A pouring nozzle (10) according to any one of the preceding claims, characterized in that the respective dividing webs (28) extend completely along the longitudinal direction (x) of the housing body (20) and separate the individual flow passages (22) from each other.

Casting nozzle (10) according to one of the preceding claims, characterized in that the separating webs (28) completely on the upper shell (24) or completely formed on the lower shell (26) and with their foot portions (34) on the opposite shell (lower shell (26) or upper shell (24)) sit and are secured thereto when the upper shell (24) and the Lower shell (26) are mounted together.
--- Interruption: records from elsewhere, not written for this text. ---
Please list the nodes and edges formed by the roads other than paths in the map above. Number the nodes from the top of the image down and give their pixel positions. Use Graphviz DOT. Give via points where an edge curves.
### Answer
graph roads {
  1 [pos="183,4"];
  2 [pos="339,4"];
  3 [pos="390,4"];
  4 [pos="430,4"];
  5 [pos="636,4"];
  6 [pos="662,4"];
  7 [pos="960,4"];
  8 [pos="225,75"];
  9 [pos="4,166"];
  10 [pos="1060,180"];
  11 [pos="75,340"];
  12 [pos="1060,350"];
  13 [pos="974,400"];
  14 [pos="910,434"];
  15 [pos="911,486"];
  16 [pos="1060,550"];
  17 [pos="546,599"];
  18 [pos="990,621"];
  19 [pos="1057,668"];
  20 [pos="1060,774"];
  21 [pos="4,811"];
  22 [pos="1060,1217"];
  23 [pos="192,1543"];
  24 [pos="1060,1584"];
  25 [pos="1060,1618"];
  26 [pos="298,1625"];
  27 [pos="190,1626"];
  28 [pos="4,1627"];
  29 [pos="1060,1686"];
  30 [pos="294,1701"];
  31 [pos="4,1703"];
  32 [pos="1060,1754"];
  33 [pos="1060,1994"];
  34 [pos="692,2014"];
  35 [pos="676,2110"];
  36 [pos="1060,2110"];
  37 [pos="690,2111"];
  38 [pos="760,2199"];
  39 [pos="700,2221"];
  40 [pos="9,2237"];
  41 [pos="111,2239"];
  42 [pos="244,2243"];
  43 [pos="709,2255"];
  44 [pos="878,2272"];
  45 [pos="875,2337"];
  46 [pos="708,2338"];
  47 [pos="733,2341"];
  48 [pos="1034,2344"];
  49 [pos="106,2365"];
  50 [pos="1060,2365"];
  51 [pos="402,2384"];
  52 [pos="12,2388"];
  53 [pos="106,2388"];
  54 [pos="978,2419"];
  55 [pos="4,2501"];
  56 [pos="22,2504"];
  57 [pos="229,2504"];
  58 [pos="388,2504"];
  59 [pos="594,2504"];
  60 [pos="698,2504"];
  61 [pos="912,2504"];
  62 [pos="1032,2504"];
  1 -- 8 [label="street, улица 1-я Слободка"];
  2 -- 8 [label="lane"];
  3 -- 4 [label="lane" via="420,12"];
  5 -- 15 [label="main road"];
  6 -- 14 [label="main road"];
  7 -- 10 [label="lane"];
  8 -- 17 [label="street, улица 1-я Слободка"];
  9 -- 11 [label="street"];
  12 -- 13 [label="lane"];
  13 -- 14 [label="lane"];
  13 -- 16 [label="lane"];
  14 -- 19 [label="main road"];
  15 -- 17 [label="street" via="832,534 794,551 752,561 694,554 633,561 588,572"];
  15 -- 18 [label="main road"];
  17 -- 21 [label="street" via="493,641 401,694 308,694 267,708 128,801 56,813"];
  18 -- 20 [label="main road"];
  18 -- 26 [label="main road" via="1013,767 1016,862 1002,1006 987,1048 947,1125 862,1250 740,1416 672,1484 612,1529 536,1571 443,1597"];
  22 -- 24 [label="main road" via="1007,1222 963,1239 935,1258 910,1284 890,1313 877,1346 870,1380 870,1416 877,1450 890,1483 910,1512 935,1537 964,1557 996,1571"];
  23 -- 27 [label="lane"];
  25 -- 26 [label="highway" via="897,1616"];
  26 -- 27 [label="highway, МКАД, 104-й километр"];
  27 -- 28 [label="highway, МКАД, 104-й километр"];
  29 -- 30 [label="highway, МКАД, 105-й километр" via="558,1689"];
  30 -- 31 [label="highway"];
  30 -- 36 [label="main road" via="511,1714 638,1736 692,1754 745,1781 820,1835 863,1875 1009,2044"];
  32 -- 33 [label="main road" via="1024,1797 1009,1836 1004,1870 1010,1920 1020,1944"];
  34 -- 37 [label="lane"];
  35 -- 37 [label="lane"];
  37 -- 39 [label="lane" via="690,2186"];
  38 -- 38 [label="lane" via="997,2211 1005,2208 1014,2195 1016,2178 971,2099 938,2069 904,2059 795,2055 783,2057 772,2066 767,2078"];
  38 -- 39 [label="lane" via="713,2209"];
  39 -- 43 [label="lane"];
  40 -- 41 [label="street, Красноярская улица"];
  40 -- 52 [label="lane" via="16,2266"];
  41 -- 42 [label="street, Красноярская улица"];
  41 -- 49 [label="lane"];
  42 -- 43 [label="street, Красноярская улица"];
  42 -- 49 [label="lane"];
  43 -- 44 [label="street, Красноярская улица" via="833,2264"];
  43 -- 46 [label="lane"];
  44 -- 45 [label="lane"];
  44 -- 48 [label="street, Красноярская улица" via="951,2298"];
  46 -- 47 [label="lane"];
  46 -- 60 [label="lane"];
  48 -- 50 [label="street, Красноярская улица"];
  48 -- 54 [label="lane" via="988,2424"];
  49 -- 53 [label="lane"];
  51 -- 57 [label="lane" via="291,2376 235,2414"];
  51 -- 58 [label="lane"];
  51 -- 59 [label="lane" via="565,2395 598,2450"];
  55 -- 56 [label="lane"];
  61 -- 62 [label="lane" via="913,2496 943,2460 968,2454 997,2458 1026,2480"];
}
Casting nozzle (10) according to any one of claims 1 to 5, characterized in that the upper shell (24) and the lower shell (26) are each formed on both sides in each case as a flat body, wherein the separating webs (28) are provided as separate elements, the between the upper shell (24) and the lower shell (26), when mounted together, are inserted and fixed thereto.

Casting nozzle (10) according to any one of the preceding claims, characterized in that a height of the separating webs (28) is formed such that the upper shell (24) and the lower shell (26) adjacent to the outlet side (A) by 8-35 mm spaced from each other are so that the resulting casting thickness (D) of the pouring nozzle (10) is 8-35 mm, respectively.

Casting nozzle (10) according to one of the preceding claims, characterized in that the upper shell (24), the lower shell (26) and the separating webs (28) are each formed from refractory materials.